This reference documents every hook in the Extension trait, when it is called, and how to implement it effectively.
Overview
Extensions follow a declarative pattern. Instead of imperative startup code, you return data structures that describe your capabilities. The runtime interprets these declarations and wires everything together. This approach enables deterministic startup, where the same extension with the same configuration always produces the same behavior.

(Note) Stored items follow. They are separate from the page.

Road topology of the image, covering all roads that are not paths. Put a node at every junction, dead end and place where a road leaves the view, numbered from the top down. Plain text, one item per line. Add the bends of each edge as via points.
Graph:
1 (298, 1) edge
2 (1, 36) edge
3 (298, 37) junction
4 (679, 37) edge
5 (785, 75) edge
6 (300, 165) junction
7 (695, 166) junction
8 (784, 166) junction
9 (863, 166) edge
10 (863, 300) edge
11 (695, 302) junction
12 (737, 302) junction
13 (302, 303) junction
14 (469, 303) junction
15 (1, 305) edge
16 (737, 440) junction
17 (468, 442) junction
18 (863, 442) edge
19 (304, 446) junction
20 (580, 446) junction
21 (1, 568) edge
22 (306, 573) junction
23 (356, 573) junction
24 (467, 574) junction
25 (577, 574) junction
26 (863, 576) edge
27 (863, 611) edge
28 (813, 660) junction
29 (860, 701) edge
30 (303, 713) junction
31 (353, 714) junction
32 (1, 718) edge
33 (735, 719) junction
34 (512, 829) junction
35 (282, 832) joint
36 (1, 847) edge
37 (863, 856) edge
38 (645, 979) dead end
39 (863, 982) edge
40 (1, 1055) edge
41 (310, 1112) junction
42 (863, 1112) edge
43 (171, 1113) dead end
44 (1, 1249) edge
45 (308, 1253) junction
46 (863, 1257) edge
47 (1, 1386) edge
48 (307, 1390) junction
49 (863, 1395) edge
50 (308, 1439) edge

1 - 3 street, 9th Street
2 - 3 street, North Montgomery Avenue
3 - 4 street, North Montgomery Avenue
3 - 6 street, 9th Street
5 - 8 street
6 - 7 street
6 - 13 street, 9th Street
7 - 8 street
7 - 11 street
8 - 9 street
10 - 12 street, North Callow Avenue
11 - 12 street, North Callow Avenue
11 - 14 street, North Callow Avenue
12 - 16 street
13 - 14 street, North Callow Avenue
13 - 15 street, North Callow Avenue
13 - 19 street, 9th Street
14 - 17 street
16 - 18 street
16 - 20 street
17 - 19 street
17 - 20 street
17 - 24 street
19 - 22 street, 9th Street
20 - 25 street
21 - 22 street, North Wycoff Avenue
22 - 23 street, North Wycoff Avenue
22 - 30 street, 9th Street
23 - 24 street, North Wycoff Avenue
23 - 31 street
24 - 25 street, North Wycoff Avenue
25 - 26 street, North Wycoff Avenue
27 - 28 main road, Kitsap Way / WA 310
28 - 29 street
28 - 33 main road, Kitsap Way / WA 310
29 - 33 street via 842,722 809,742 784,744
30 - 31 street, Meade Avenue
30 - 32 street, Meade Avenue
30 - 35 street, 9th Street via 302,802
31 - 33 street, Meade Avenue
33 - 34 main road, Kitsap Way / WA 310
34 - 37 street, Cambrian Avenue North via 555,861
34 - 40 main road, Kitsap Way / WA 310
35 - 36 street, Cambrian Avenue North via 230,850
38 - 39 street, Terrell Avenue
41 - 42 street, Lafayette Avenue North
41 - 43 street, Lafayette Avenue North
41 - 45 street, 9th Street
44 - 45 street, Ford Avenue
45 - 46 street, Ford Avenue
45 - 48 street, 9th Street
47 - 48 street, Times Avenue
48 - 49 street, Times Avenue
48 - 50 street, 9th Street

The Extension trait groups methods by concern:
| Category | Methods | Purpose |
|---|---|---|
| Metadata | metadata(), config_prefix(), priority(), dependencies() |
Identity and ordering |
| Database | schemas(), migration_weight() |
Table definitions |
| Routing | router(), router_config() |
HTTP endpoints |
| Providers | page_data_providers(), content_data_providers(), component_renderers(), page_prerenderers() |
Template integration |
| Jobs | jobs() |
Background tasks |
| Assets | declares_assets(), required_assets() |
CSS and JavaScript |
All methods have default implementations that return empty vectors or None. Override only the hooks your extension needs.
Metadata Hooks
Metadata hooks establish your extension's identity and control initialization order.
metadata()
Returns the extension's identifier, human-readable name, and version. The runtime logs this information at startup and uses the ID for configuration namespacing.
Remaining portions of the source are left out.